Tal vez no sea casualidad que, a la vez que parece aumentar nuestro conocimiento sobre cómo funciona el mundo, estemos perdiendo el control sobre él. Utilizamos a diario sofisticados artilugios que surgen de ese conocimiento abstracto cuyo mecanismo intrínseco desconocemos. Sabemos dónde están los botones y las palancas, pero no sabemos cómo hacen lo que hacen. No lo saben ni siquiera buena parte de los que los construyen y los programan. Ya no son herramientas en el sentido original de la palabra, extensiones de nuestro organismo. No aumentan nuestras habilidades, las sustituyen. Los ordenadores y los coches autónomos —la palabra es bien explícita— no forman parte de nosotros, no nos sirven para acercarnos al mundo, al menos no como lo hacía la azada, la máquina de vapor o la estilográfica; más bien nos alejan de él. Ya no los manejamos nosotros, nos ponemos en sus manos. En nuestra vida cotidiana no nos servimos tanto de nuestros sentidos, nuestros instintos o nuestra inteligencia, como de un montón de misteriosos algoritmos almacenados en unos cacharros falsamente amables, íntimamente hostiles.

Antes la ciencia nos maravillaba.
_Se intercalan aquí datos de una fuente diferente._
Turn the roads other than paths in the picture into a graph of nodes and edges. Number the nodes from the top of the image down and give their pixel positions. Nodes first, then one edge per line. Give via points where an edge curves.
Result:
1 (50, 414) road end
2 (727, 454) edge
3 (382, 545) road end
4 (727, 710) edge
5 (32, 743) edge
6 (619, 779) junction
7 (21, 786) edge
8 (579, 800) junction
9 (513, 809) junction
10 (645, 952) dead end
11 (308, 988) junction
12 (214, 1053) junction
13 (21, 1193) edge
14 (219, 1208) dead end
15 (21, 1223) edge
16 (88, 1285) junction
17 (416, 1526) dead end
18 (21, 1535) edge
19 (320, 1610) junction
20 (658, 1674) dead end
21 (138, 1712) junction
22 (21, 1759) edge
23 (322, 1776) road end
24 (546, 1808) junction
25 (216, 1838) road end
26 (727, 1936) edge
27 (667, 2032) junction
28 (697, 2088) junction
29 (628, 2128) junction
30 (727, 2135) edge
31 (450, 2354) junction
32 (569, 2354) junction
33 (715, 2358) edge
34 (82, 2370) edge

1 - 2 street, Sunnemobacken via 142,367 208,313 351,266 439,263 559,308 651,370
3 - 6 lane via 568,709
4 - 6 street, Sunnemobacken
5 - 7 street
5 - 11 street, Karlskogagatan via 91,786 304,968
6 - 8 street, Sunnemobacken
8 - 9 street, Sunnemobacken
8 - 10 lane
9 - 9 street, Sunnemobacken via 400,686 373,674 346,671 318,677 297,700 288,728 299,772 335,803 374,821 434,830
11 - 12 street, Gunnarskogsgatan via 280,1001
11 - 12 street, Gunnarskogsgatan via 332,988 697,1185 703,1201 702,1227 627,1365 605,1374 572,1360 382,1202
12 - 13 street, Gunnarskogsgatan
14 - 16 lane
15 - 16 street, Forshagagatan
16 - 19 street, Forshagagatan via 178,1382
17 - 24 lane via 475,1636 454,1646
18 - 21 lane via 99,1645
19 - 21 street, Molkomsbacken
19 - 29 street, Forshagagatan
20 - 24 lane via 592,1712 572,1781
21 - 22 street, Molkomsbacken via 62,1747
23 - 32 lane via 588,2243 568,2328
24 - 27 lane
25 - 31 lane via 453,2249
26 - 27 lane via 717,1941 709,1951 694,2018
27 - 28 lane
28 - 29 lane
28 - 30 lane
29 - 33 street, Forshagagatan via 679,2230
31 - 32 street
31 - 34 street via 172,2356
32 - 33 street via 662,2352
Ahora nos deja impasibles, salvo por las aplicaciones prácticas a que da lugar, que la suplantan y pierden su poder de seducción a la carrera, como cualquier otro objeto de consumo. La ciencia y sus venales derivados tecnológicos están cada vez más lejos de nuestras capacidades connaturales, y nos exigen poner en juego una fe que está en las antípodas de aquellas sensaciones iniciáticas. Nuestro conocimiento nos es cada vez más extraño, ya no nos procura aquella alegría asociada al descubrimiento de realidades visibles y palpables. La realidad que «descubre» la ciencia de un tiempo a esta parte es inquietantemente opaca, no nos divierte y no nos hace sentir más competentes, sino seres cada vez más torpes y limitados que van tirando bajo la sospecha abrumadora de que ya no son dueños de lo que ellos mismos han creado.

Vuelvo a hojear aquellos libritos de física recreativa de Yakov Perelman, de exuberante carácter narrativo, cuajados de didácticas imágenes y editados en impecable castellano por la muy soviética editorial Mir de Moscú, y me asalta un particular sentimiento de pérdida. Sospecho que los experimentos básicos que allí se describen, ilustrados con ejemplos sacados de la vida cotidiana de principios del siglo XX, en los que se nos invitaba a jugar con tiras de papel, monedas, cucharas, alfileres o paraguas ya no emocionan a nadie. Imagino lo ingenuos y pueriles que deben de parecer a ojos de una generación que ha crecido rodeada de alta tecnología y se considera cientificista, aunque uno la percibe más bien como incauta y fantasiosa.

Desde que nos dedicamos a investigar lo infinitamente grande y lo infinitamente pequeño, no utilizamos ya nuestros sentidos ni el lenguaje natural para descubrir y describir el mundo, sino, mayormente, esa especie de bastón de ciego que son las matemáticas. Nuestros cálculos nos permiten saber que existe una materia oscura, pero no nos posibilitan tocarla, hacen plausible la existencia de otros universos, pero no nos proporcionan el acceso a ellos. Nuestros sentidos, de ser las herramientas de nuestro conocimiento, han pasado a ser lo que lo limita, lo que nos impide ir más allá. Nuestro empeño actual está, precisamente, en romper los barrotes de esa jaula. Y es difícil no pensar en que nuestras expectativas conducen a la decepción. Por definición, en la práctica nunca podremos ir más allá de nuestros límites perceptivos, y lo que tendremos delante será un conjunto cada vez más inextricable de abstracciones.